Crisis Management: How Corporate Leaders Turned Challenges into Opportunities
Corporate leaders are often tested by crises that threaten the very foundation of their organizations. How do these leaders navigate turbulent …
Aug 01, 2022: -This week, Walmart and Best Buy are lowering their profit outlook for the second quarter and full year, which sets off alarm bells across the retail sector that soaring inflation was influencing consumer spending. Shares of different retailers, which include Amazon, Target, and Macy’s, all decreased following Walmart’s announcement, which fears they’d see equal headwinds.

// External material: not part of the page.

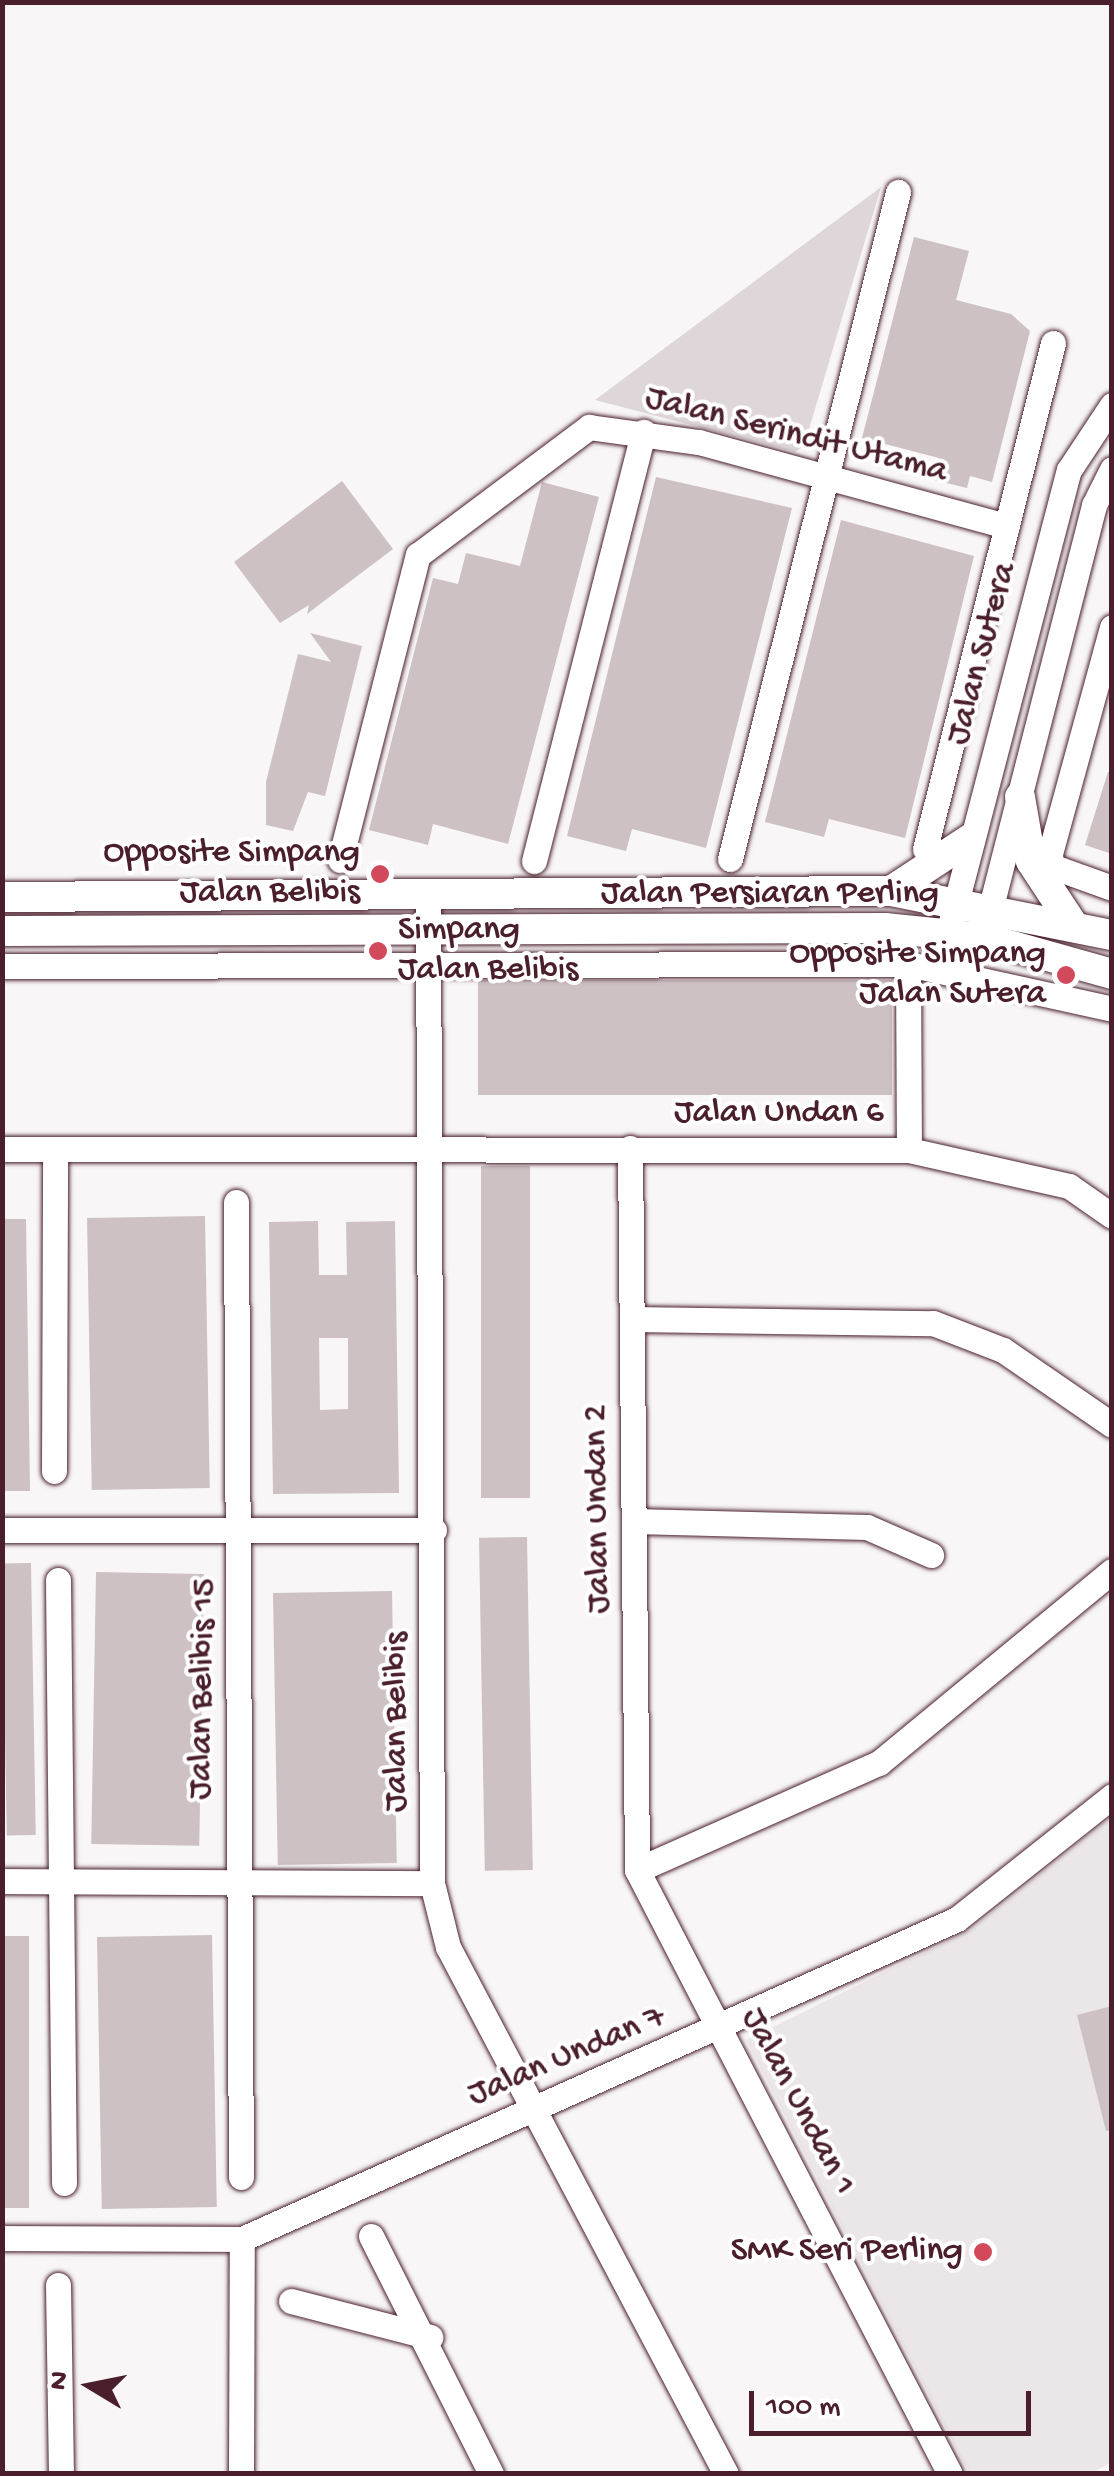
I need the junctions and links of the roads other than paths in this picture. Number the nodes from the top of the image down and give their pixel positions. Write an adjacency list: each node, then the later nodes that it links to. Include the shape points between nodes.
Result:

On Thursday, Amazon executives indicated that the e-commerce giant hadn’t seen the inflationary impacts harming different retailers. On a press call discussing Amazon’s second-quarter results, CFO Brian Olsavsky asks whether inflation changed how consumers pay their money.
“We have not seen anything yet,” Olsavsky said. “We noticed demand increase during the quarter and had a powerful June.”
Amazon made progress on bringing products back in stock, and delivery rates are essentially back to normal, Olsavsky said, after a period where a pandemic-driven flurry of online orders stressed its fulfillment and logistics operations. He recommended that consumers notice the improvement and, in turn, buy better stuff in the quarter.
Inflation-weary consumers revealed no signs of curtailing spending, but that wasn’t enough to restore growth in Amazon’s e-commerce business. Online sales refused 4% yearly as many shoppers have returned to physical stores, leading to a broader slowdown in e-commerce activity from pandemic highs.
Amazon is giving an optimistic view of the months ahead. For the current quarter, Amazon expects sales to come amid $125 billion and $130 billion, representing a growth of 13% to 17%. Analysts forecast sales of $126.4 billion, according to Refinitiv. That and revenue beating expectations sent the stock up over 13% after hours.
Amazon has a particular advantage over its rival Walmart.
On Monday, the big-box retailer said the increasing cost of groceries and gas forced consumers to tighten their belts, causing them to spend more on necessities such as food and less on electronics and apparel. That meant higher ticket items beginning to pile up on shelves. In turn, Walmart aggressively discounted unwanted items, which hurt its profit margins.
Amazon is supported by a perfect mix of middle and upper-income consumers. In contrast, Walmart is “heavily driven” by lower-income consumers, which are more susceptible to inflation, said Andrew Lipsman, principal analyst at eMarketer.
“I think Walmart at this moment in time has a much, much tighter spread and is going to be more susceptible to these impacts of inflation,” Lipsman said in an interview.
Tom Forte, an analyst at D.A. Davidson, agreed. “The core consumer at Amazon is better off than the consumer at Walmart, and that seems to be enabling it to outperform Walmart,” said Forte, who is buying Amazon shares.